Obama graduated from Columbia University in 1983, majoring in political science with an emphasis in international relations. He worked for a year for Business International Corporation, a newsletter publisher, then became a community organizer for a non–profit consortium of churches on the south side of Chicago. He negotiated job training programs, organized residents of a low–income housing project to advocate for improved living conditions and better City services. With a thirst to continue to make a difference, he enrolled at Harvard Law School and was elected the first black president of the Harvard Law Review. He graduated in 1991 magna cum laude.
On his return to Chicago he ran a voter registration campaign that registered over 150,000 voters.
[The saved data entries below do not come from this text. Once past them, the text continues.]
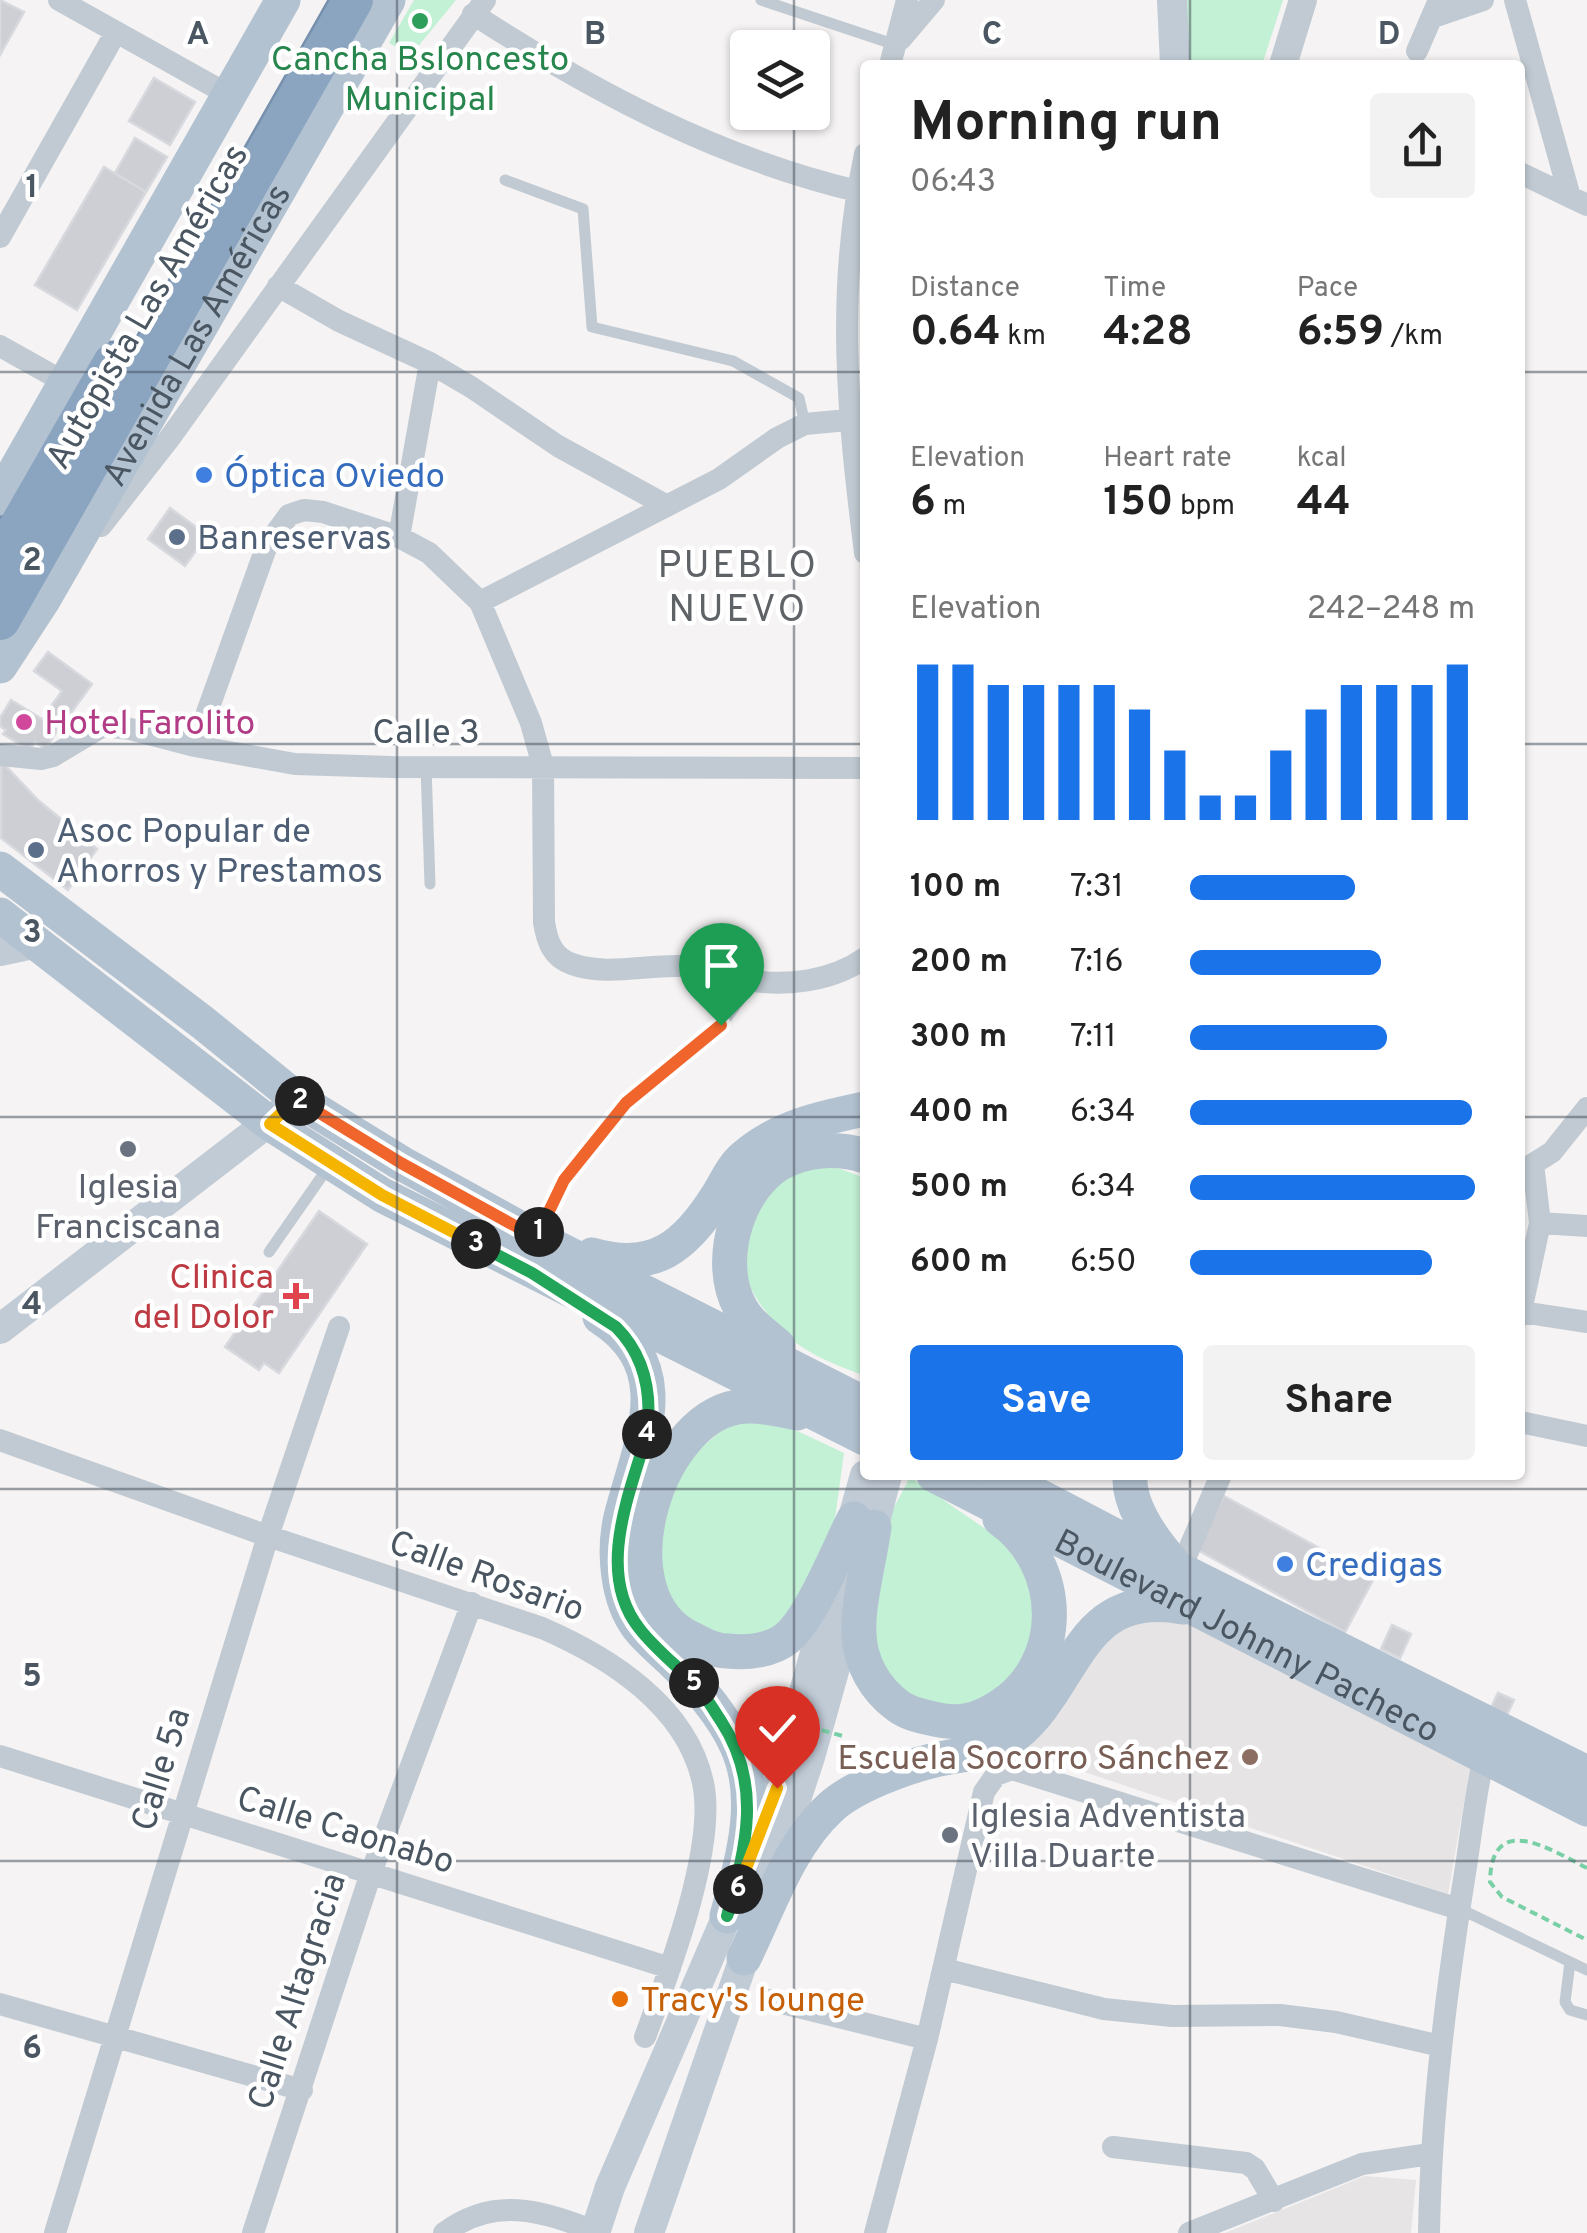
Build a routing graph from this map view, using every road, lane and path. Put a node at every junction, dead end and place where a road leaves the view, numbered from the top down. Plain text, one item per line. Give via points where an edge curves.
1 (59, 0) edge
2 (284, 0) edge
3 (321, 0) edge
4 (353, 0) edge
5 (388, 0) edge
6 (761, 0) edge
7 (906, 0) edge
8 (934, 0) edge
9 (1172, 0) edge
10 (1303, 0) edge
11 (1483, 0) edge
12 (1515, 0) edge
13 (478, 7) edge
14 (1436, 8) edge
15 (116, 32) junction
16 (1417, 51) dead end
17 (893, 55) edge
18 (1175, 60) edge
19 (1290, 60) edge
20 (229, 95) junction
21 (860, 177) edge
22 (1525, 177) edge
23 (506, 180) dead end
24 (857, 191) junction
25 (1578, 201) edge
26 (0, 237) edge
27 (278, 286) junction
28 (0, 346) edge
29 (430, 363) junction
30 (141, 368) junction
31 (66, 383) junction
32 (848, 420) junction
33 (805, 424) junction
34 (0, 498) edge
35 (668, 506) junction
36 (860, 513) edge
37 (400, 537) junction
38 (0, 560) edge
39 (0, 598) edge
40 (43, 600) junction
41 (480, 602) junction
42 (0, 620) edge
43 (0, 666) edge
44 (195, 746) junction
45 (0, 754) edge
46 (544, 766) junction
47 (426, 767) junction
48 (860, 768) edge
49 (0, 869) edge
50 (430, 884) dead end
51 (0, 915) edge
52 (17, 947) edge
53 (860, 961) edge
54 (754, 981) junction
55 (296, 1099) junction
56 (1587, 1108) edge
57 (860, 1109) edge
58 (270, 1124) junction
59 (860, 1155) edge
60 (332, 1163) junction
61 (1526, 1163) edge
62 (1540, 1223) junction
63 (1587, 1226) edge
64 (538, 1251) junction
65 (268, 1252) dead end
66 (1525, 1291) edge
67 (1525, 1315) edge
68 (1587, 1322) edge
69 (339, 1327) dead end
70 (0, 1329) edge
71 (845, 1405) edge
72 (1525, 1423) edge
73 (860, 1430) edge
74 (1587, 1436) edge
75 (0, 1440) edge
76 (942, 1480) edge
77 (944, 1480) edge
78 (1009, 1480) edge
79 (1130, 1480) edge
80 (1219, 1480) edge
81 (871, 1496) edge
82 (268, 1536) junction
83 (1180, 1570) junction
84 (472, 1604) junction
85 (1198, 1610) junction
86 (772, 1707) dead end
87 (843, 1736) dead end
88 (1488, 1740) junction
89 (1542, 1750) junction
90 (0, 1756) edge
91 (1587, 1757) edge
92 (1579, 1793) edge
93 (183, 1814) junction
94 (1587, 1823) edge
95 (1587, 1868) edge
96 (371, 1873) junction
97 (1459, 1909) junction
98 (727, 1916) junction
99 (1587, 1940) edge
100 (744, 1958) junction
101 (1570, 1962) junction
102 (670, 1968) junction
103 (944, 1969) junction
104 (1587, 1970) edge
105 (770, 2000) dead end
106 (1, 2006) edge
107 (1587, 2016) edge
108 (116, 2036) junction
109 (645, 2037) dead end
110 (927, 2039) junction
111 (1442, 2046) junction
112 (302, 2090) junction
113 (1113, 2148) dead end
114 (1430, 2154) junction
115 (1274, 2201) junction
116 (595, 2232) edge
117 (55, 2233) edge
118 (253, 2233) edge
119 (444, 2233) edge
120 (649, 2233) edge
121 (875, 2233) edge
122 (1189, 2233) edge
123 (1429, 2233) edge

1 - 15 street
2 - 20 main road
3 - 38 highway, Autopista Las Américas
4 - 30 highway, Autopista Las Américas
5 - 40 main road, Avenida Las Américas
6 - 17 lane
7 - 17 street
8 - 17 street
9 - 18 main road
10 - 19 street
11 - 14 street
12 - 25 street
13 - 24 street via 568,74 739,156
13 - 27 street
14 - 16 street
15 - 20 street
15 - 26 street
20 - 31 main road
21 - 24 street
22 - 25 street
23 - 33 lane via 583,208 594,329 736,362 799,398
24 - 32 street via 848,248
27 - 29 street via 338,322
27 - 40 street
28 - 31 street
29 - 35 street via 558,446
29 - 37 street
30 - 39 highway, Autopista Las Américas
30 - 42 highway, Autopista Las Américas
31 - 34 main road
32 - 33 street
32 - 36 street
33 - 35 street
35 - 41 street
37 - 41 street via 429,553
37 - 44 street via 304,510 276,528
40 - 43 main road, Avenida Las Américas
41 - 46 street
44 - 45 street, Calle 3 via 103,726 53,756
44 - 47 street, Calle 3 via 294,764
46 - 47 street, Calle 3
46 - 48 street, Calle 3
46 - 54 street via 544,922 556,955 591,968 682,966
47 - 50 lane
49 - 55 main road
51 - 52 main road
52 - 58 main road
53 - 54 street via 803,982
54 - 64 lane via 721,1025 626,1103 564,1180
55 - 58 main road
55 - 64 main road
56 - 61 street via 1552,1152
57 - 64 main road via 810,1121 759,1144 671,1251 639,1262
58 - 60 main road
58 - 70 main road
59 - 71 main road via 824,1149 786,1160 752,1190 732,1231 729,1258 731,1285 751,1322
60 - 64 main road via 382,1195
60 - 65 lane
61 - 62 street
62 - 63 street
62 - 66 street
64 - 71 main road
64 - 98 main road via 628,1338 643,1366 649,1416 621,1519 621,1587 637,1626 701,1690 737,1745 749,1813
67 - 68 street
69 - 82 street, Calle 5a
71 - 73 main road
71 - 81 main road via 735,1407 702,1424 675,1452 642,1558 654,1604 679,1633 718,1651 766,1648 787,1638
72 - 74 street
75 - 82 street, Calle Rosario
76 - 81 main road via 1012,1528 1046,1580 1050,1619 1032,1676 1018,1695 980,1719 951,1724 906,1712 867,1671 859,1634
77 - 85 main road, Boulevard Johnny Pacheco
78 - 83 main road, Boulevard Johnny Pacheco
79 - 83 main road via 1142,1518
80 - 83 street
81 - 98 main road via 777,1788
81 - 100 main road via 810,1758
82 - 84 street, Calle Rosario
82 - 93 street, Calle 5a
83 - 88 main road, Boulevard Johnny Pacheco
84 - 96 street, Calle Altagracia
84 - 102 street, Calle Rosario via 583,1646 625,1672 690,1748 706,1818
85 - 88 main road, Boulevard Johnny Pacheco
85 - 100 main road via 1155,1605 1110,1618 1081,1644 1042,1710 1012,1737 929,1761 831,1807 800,1842
86 - 87 path, bridge via 761,1704 759,1712
88 - 89 main road, Boulevard Johnny Pacheco
88 - 92 main road, Boulevard Johnny Pacheco
88 - 97 street
89 - 91 main road
89 - 92 main road, Boulevard Johnny Pacheco
90 - 93 street, Calle Caonabo
92 - 94 street, Boulevard Johnny Pacheco
93 - 96 street, Calle Caonabo
93 - 108 street, Calle 5a
95 - 99 path via 1532,1840 1509,1841 1496,1853 1490,1882 1502,1896
96 - 102 street, Calle Caonabo
96 - 112 street, Calle Altagracia
97 - 101 lane
97 - 103 street via 1012,1769 996,1774 984,1792
97 - 111 street
98 - 116 main road
100 - 120 main road
101 - 104 lane
101 - 107 lane via 1565,2002
102 - 109 street, Calle Rosario
103 - 110 street
103 - 111 street via 1104,2009 1280,2015
105 - 110 street
106 - 108 street
108 - 112 street
108 - 117 street, Calle 5a
110 - 121 street
111 - 114 street
112 - 118 street, Calle Altagracia
113 - 115 street via 1246,2163
114 - 115 street via 1362,2164
114 - 123 street
115 - 122 street
116 - 119 street via 518,2209 466,2217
Shortly thereafter, he joined a public–interest law firm in Chicago to practice civil rights law, and taught constitutional law at the University of Chicago Law School, where he was a senior lecturer for over ten years.
Barack Obama was elected to the Illinois State Senate in 1996 and served two terms. He rose to national attention with his famed keynote address at the 2004 Democratic National Convention, and that same year was elected to the U.S. Senate with a landslide 70% vote.
He and his wife, Michelle, were married in 1992 and have two daughters — Malia (8) and Sasha (5).
A more complete biography is available in Wikipedia (the online encyclopedia) and in his memoir, Dreams From My Father. (Obama received the 2006 Grammy Award for Best Spoken Word Album for the audio version of that book.)